Machine learning, artificial intelligence, data science: "Big Data" takes on numerous branches, though each is rooted in the same goal of using large, complex data sets in applied problems in everything from government, to health care, engineering and manufacturing. Solving Big Data questions, which are broken down into mathematical or statistical models, requires computer architecture and software that is thousands of times more powerful than the average laptop.
Fortunately, Clemson University has one of the top four supercomputers at a public institution: the Palmetto Cluster, which is housed at the Advanced Materials Research Laboratory in Pendleton. The Palmetto Cluster makes use of more than 23,000 central processing unit (CPU) cores, the "brain" circuitry of a computer that can complete trillions of mathematical operations per second. Operated on a democratized condominium model system, any Clemson faculty, staff or student can register for an account and use the Palmetto Cluster free - a perk that puts Clemson students at an advantage.

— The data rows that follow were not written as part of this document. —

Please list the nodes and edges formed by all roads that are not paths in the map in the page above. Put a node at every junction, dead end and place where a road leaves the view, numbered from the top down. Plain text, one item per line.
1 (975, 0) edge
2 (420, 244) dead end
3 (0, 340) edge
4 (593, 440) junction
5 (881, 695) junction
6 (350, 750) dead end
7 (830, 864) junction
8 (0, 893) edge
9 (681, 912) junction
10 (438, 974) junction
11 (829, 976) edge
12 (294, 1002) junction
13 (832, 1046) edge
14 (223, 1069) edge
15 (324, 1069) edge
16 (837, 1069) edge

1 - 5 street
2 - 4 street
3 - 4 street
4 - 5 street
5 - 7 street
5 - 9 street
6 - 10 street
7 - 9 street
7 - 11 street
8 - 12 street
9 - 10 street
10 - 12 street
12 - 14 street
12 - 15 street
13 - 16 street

"To give you an idea of where computation comes into the math sciences these days, I have a student who worked on a spatio-temporal modelling problem that takes a very powerful desktop about a week and half to solve the problem", stated Christopher McMahan, an associate professor in the School of Mathematical and Statistical Sciences. "I have graduate students who, without the Palmetto Cluster, would not be able to actually write their dissertations just due to the sheer computational nature."
With the addition of the DGX-2 server, the computational abilities of Clemson University will be boosted with the most advanced computing power available, combining CPU technology with that of graphics processing unit (GPU) circuitry.
Marketed by NVIDIA, the server works under the premise of parallel computing by splitting one large job into thousands of smaller ones, each of which is taken on by a different GPU to complete the job simultaneously. On its own, a single GPU will never compare to the computing ability of a single CPU, yet the power of the DGX-2 comes from its sheer numbers, Christopher McMahan stated. He likens the process to the flow of water through a colander.
"You're pouring water out of a barrel and a CPU would be a pipe. That water is flowing down into this pipe, and there's so much of it that it gets bottlenecked. It can only go through the pipe so fast, whereas a GPU would be like a colander. Every hole that the water is passing through is smaller, but there are more of them, so more water can pass through it", Christopher McMahan stated. "That's literally the difference between a CPU and GPU processor. It's the 1-to-1000s where the GPUs win."
The DGX-2 is outfitted with 24 CPU cores and 16 state-of-the-art GPU chips, which are designed specifically for rapid, high-performance computing. The server can achieve processing speeds of 2 petaFLOPs, or 2,000 trillion floating point operations per second. In other words, the DGX-2 is fast, able to complete trillions upon trillions of calculations every second as the world's newest and best server in the scientific supercomputing market.
While the Clemson faculty members on the grant to purchase the DGX-2 represent many research fields - computational math, statistics, operations research, and mechanical and industrial engineering, for example - they maintain that the server can be used across a variety of disciplines so long as the question being analyzed is computational and able to be broken apart for a supercomputing platform.
Because of this, Yuyuan "Lance" Ouyang, an assistant professor in the School of Mathematical and Statistical Sciences and the principal investigator on the grant proposal, said the entire university will benefit from having the DGX-2, especially graduate students who are entering an increasingly tech-oriented, data-streaming job market.
"When our students go into the workforce, employers would like them to have some experience with hands-on, state-of-the-art deep-learning applications, and that requires equipment. Now, there is this top-brand computational resource that we actually have in our university. Students will be able to get their experience on the DGX-2, and when they go out into the workforce, they can be really confident not only in the theory of machine learning, but also the coding and the running of applications on a state-of-the-art deep-learning platform", Yuyuan "Lance" Ouyang stated. "This experience is great for them."
"You'll have an entire generation of students coming out of our programs that know how to use the cutting-edge computational platforms, and most people in their graduate programs do not get that outside of a computer science department, so it does set us apart in that context", Christopher McMahan added.
The DGX-2 is slated to be delivered in the coming months after which the grant proposal team will be the first to be trained on the platform. After an embargo period, the university's condominium model will open up the DGX-2 to all Clemson faculty and students conducting research in Big Data.
The proposal team - Yuyuan "Lance" Ouyang, Christopher McMahan, Qingshan Chen - Mathematical and Statistical Sciences, Yiqiang Han - mechanical engineering, Cole Smith - industrial engineering, and Boshi Yang - Mathematical and Statistical Sciences, acknowledges the Statistics and Mathematics Consulting Center, the Clemson Operations Research Institute and Clemson Computing and Information Technology (CCIT) for working together on the DURIP grant to bring the DGX-2 to campus.